Photo Day…somewhat of a pain, but necessary.
One of the less popular annual rites of spring is an exercise known as Photo Day. It’s a 90-minute process that starts in the wee hours of the morning, around 7 a.m., involves everyone in uniform, and requires smiling and posing for at least a dozen cameras.
Every team has Photo Day during Spring Training, and the dates are arranged in such a way that allows the photographers to hop from camp to camp without any scheduling conflicts. In attendance of Photo Day in Kissimmee on Thursday were photographers from seven outlets: MLB Photos, Photo File, Getty Images, Baseball Digest, Associated Press, Baseball America and TOPPS. The Astros also hire a local photographer to participate.
Players are given a regular-season cap and directed to the large meeting room on the second floor, above the clubhouse. That’s where half the photographers are set up — the other half are outside on the balcony that overlooks the main field.
One major, extremely important, essential part of Photo Day is keeping track of who players are. This sounds simple enough, but when you’ve got 55 players and about a dozen coaches coming through, documenting who’s who is vital. To do this, players are handed an 8×10 sheet of paper with their name on it. When they go station to station, the first picture taken is of them holding up their nametag. These aren’t used for anything except identification.
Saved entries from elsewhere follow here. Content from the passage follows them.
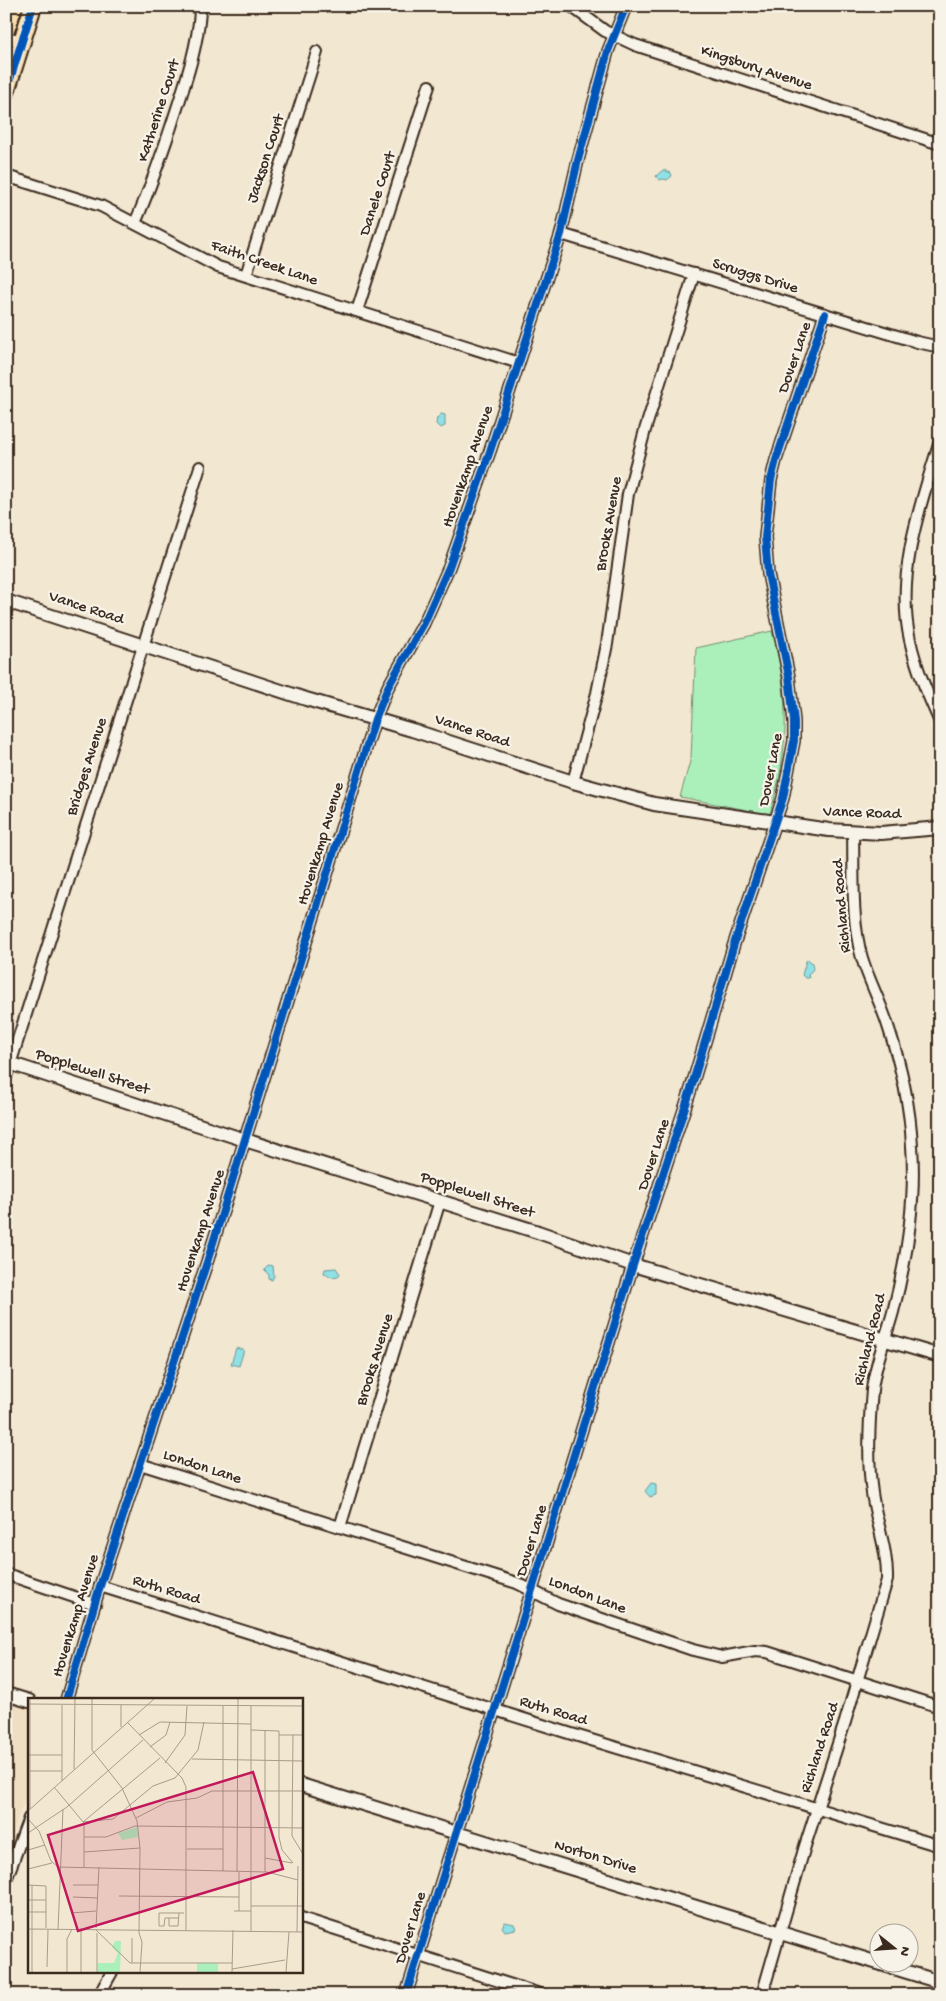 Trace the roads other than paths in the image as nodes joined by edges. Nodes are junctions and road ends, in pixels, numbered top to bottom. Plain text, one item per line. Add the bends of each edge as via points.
1 (14, 6) edge
2 (33, 6) edge
3 (195, 6) edge
4 (571, 6) edge
5 (626, 6) edge
6 (6, 30) edge
7 (614, 36) junction
8 (14, 39) edge
9 (317, 52) dead end
10 (429, 86) dead end
11 (6, 92) edge
12 (940, 144) edge
13 (6, 176) edge
14 (135, 223) junction
15 (561, 234) junction
16 (694, 274) junction
17 (246, 275) junction
18 (357, 311) junction
19 (825, 314) junction
20 (940, 347) edge
21 (519, 363) junction
22 (940, 442) edge
23 (200, 467) dead end
24 (6, 601) edge
25 (144, 645) junction
26 (376, 719) junction
27 (940, 722) edge
28 (573, 782) junction
29 (775, 823) junction
30 (940, 828) edge
31 (853, 832) junction
32 (8, 1063) edge
33 (6, 1077) edge
34 (245, 1140) junction
35 (440, 1201) junction
36 (633, 1265) junction
37 (884, 1341) junction
38 (940, 1356) edge
39 (140, 1464) junction
40 (340, 1528) junction
41 (6, 1574) edge
42 (100, 1586) junction
43 (532, 1590) junction
44 (95, 1604) junction
45 (857, 1681) junction
46 (6, 1694) edge
47 (67, 1698) edge
48 (28, 1701) edge
49 (940, 1706) edge
50 (494, 1709) junction
51 (302, 1785) edge
52 (817, 1808) junction
53 (456, 1832) junction
54 (26, 1834) edge
55 (940, 1846) edge
56 (6, 1880) edge
57 (302, 1918) edge
58 (780, 1932) junction
59 (418, 1955) junction
60 (868, 1959) edge
61 (111, 1974) edge
62 (915, 1974) edge
63 (940, 1982) edge
64 (99, 1995) edge
65 (406, 1995) edge
66 (543, 1995) edge
67 (762, 1995) edge

1 - 6 main road
2 - 8 main road
3 - 14 street, Katherine Court via 200,12 192,64 148,196
4 - 7 street, Kingsbury Avenue
5 - 7 street, Hovenkamp Avenue
7 - 12 street, Kingsbury Avenue
7 - 15 street, Hovenkamp Avenue via 578,160
8 - 11 main road
9 - 17 street, Jackson Court
10 - 18 street, Danele Court
13 - 14 street, Faith Creek Lane via 101,206
14 - 17 street, Faith Creek Lane via 218,266
15 - 16 street, Scruggs Drive
15 - 21 street, Hovenkamp Avenue
16 - 19 street, Scruggs Drive
16 - 28 street, Brooks Avenue via 628,494 607,644
17 - 18 street, Faith Creek Lane
18 - 21 street, Faith Creek Lane
19 - 20 street, Scruggs Drive
19 - 29 street, Dover Lane via 776,460 767,512 768,574 789,676 794,722 791,763
21 - 26 street, Hovenkamp Avenue via 449,567 424,623 388,688
22 - 27 street via 908,555 906,608 917,666
23 - 25 street, Bridges Avenue
24 - 25 street, Vance Road
25 - 26 street, Vance Road
25 - 32 street, Bridges Avenue
26 - 28 street, Vance Road
26 - 34 street, Hovenkamp Avenue
28 - 29 street, Vance Road via 654,804
29 - 31 street, Vance Road
29 - 36 street, Dover Lane
30 - 31 street, Vance Road
31 - 37 street, Richland Road via 859,943 888,1025 907,1093 912,1148 908,1239 901,1281
32 - 33 street, Bridges Avenue
32 - 34 street, Popplewell Street
34 - 35 street, Popplewell Street
34 - 39 street, Hovenkamp Avenue
35 - 36 street, Popplewell Street
35 - 40 street, Brooks Avenue
36 - 37 street, Popplewell Street
36 - 43 street, Dover Lane
37 - 38 street, Popplewell Street
37 - 45 street, Richland Road via 872,1389 869,1450 872,1493 887,1580
39 - 40 street, London Lane
39 - 42 street, Hovenkamp Avenue
40 - 43 street, London Lane
41 - 44 street
42 - 44 street, Hovenkamp Avenue
42 - 50 street, Ruth Road
43 - 45 street, London Lane via 558,1604 693,1650 722,1657 767,1652
43 - 50 street, Dover Lane
44 - 47 street, Hovenkamp Avenue
45 - 49 street, London Lane
45 - 52 street, Richland Road
46 - 48 street
50 - 52 street, Ruth Road
50 - 53 street, Dover Lane
51 - 53 street, Norton Drive
52 - 55 street, Ruth Road
52 - 58 street, Richland Road
53 - 58 street, Norton Drive
53 - 59 street, Dover Lane
54 - 56 street
57 - 59 street
58 - 60 street, Norton Drive
58 - 67 street, Richland Road
59 - 65 street, Dover Lane
59 - 66 street
61 - 64 street
62 - 63 street, Norton Drive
The importance of this step in the process gets lost among some of the players who don’t quite understand why teams have photo day and where the photos are used. The headshots you see on the JumboTron when the player comes to bat? Taken on Photo Day. Same goes for the head shots you see in newspapers, the poses you see on baseball cards, the mug shots in game programs and in media guides…all taken on Photo Day.
A few years ago, two Marlins players — Reggie Abercrombie and Hanley Ramirez — thought it would be fun to switch name tags during Photo Day. Reggie was Hanley and Hanley was Reggie, and the two got a good laugh from the experience.
Abercrombie probably didn’t find it so funny when a handful of the road ballparks he visited had Ramirez’s picture up on the scoreboard when he came to bat. He also was somewhat perplexed when Ramirez’s photo was placed on his bio in the Astros media guide in 2008, the year the Astros had picked up Abercrombie off waivers from the Marlins.
After it was explained to him, he had a better understanding of what Photo Day is, and why it’s necessary to follow instructions.
Geoff Blum sips coffee and waits for Bud Norris to move on to the next station.
On a compeltely unrelated note…mystery solved: Jeff Bagwell indeed made it through his shoulder surgery OK, and yep, his arm is still attached:
Other than fretting that he can’t work out for at least six weeks, which is driving him completely nuts, he appears to be recovering well. It’ll be a while before he feels normal again, but I think he’s glad he had the procedure.
Bagwell was passing through town briefly on Wednesday. He’ll be back next week for a longer period of time and will work mostly with the Minor League players.
The ESPN Baseball Tonight “Bus Tour” will be in Astros Spring Training camp Friday (Feb. 26) as part of their Florida Spring Training tour from Feb. 18-March 5. The crew will be doing live shots for SportsCenter, ESPNEWS and Baseball Tonight at the Osceola County Stadium complex throughout the day and features Astros players as guests.